The levels of all trace metals in the snails were positively correlated with the sediment samples as shown in Table 5, and also a strong correlation which may be attributed to the feeding habits of the snail whose food source is obtained from algae and sediment.

The variability in the levels of V, Mn, Fe, Co, Ni, Cu and Zn in the snail tissues is an indication of their metabolic demands as required trace nutrients and the regulatory capacity to control the other trace metals on an equilibrated scale of essentiality threshold which takes a large concentration to exceed [13].

There was bioconcentration of trace metals in the tissues of the freshwater snail upstream and downstream as shown in the variability of the Bioconcentration Factors (BF) (tissue/sediment ratio) in Table 1 and 2 that varied between 1.57(Mo) and 9.69 (Fe) upstream and 1.60 (Mo) and 7.93 (V) downstream.

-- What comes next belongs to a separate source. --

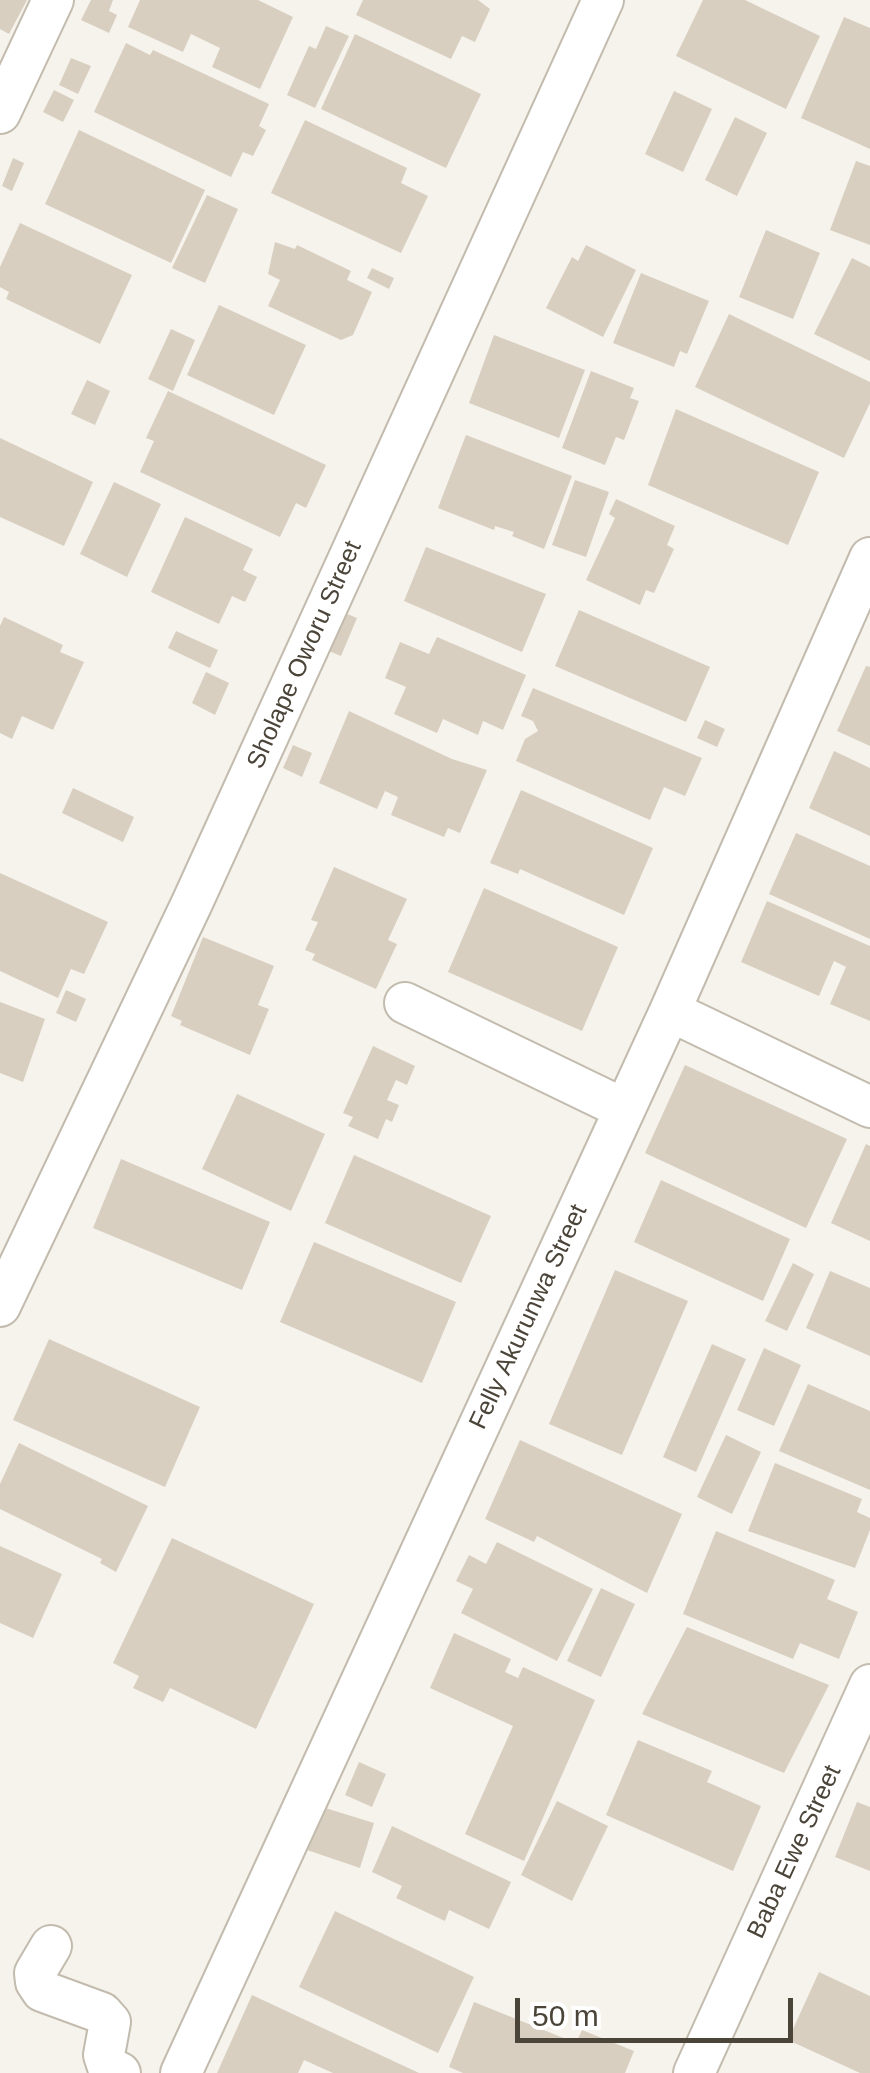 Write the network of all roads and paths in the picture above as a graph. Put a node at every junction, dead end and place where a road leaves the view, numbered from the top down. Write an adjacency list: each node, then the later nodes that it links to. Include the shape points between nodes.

This study shows that the freshwater snail Melanoides tuberculata is capable of bioconcentrating trace metals in its tissues which indicate that the main source of uptake is ingestion from the sediment and algae. Potential for bioconcentration is strongly dependent on the amount of trace metals in the sediments and the regulatory capacity of the snail. This shows that the freshwater snail Melanoides tuberculata is a useful bioindicators of trace metal pollution in the aquatic ecosystem. Since the Bioconcentration Factors (BFs) exceed 1, it shows that the freshwater snail Melanoides tuberculata can be used for clean-up of trace metal contaminated freshwater ecosystems. However, there are limitations to its use for clean-up exercises which include: vectorial capacity of Melanoides tuberculata to carry certain parasites which are harmful to humans [14] that includes Clonorchis sinensis (Chinese liver fluke), Paragonimus westermani (Oriental liver fluke),Metagonimus, and Opisthorchis sinensis; bioconcentration of the trace metals in the tissues of the snail only postpones the evil day, as the contaminants may still find their way back into the ecosystem when the snail dies; and the clean-up is not as rapid as compared to chemical and physical methods because it relies on the ecological physiology of the freshwater snail, Melanoides tuberculata.

Acknowledgements

This work benefited from the University of Ibadan Staff Development/McArthur Foundation Fellowship and a laboratory space offered by Professor Jerome Nriagu, Department of Environmental Health Sciences, University of Michigan, Ann Arbor.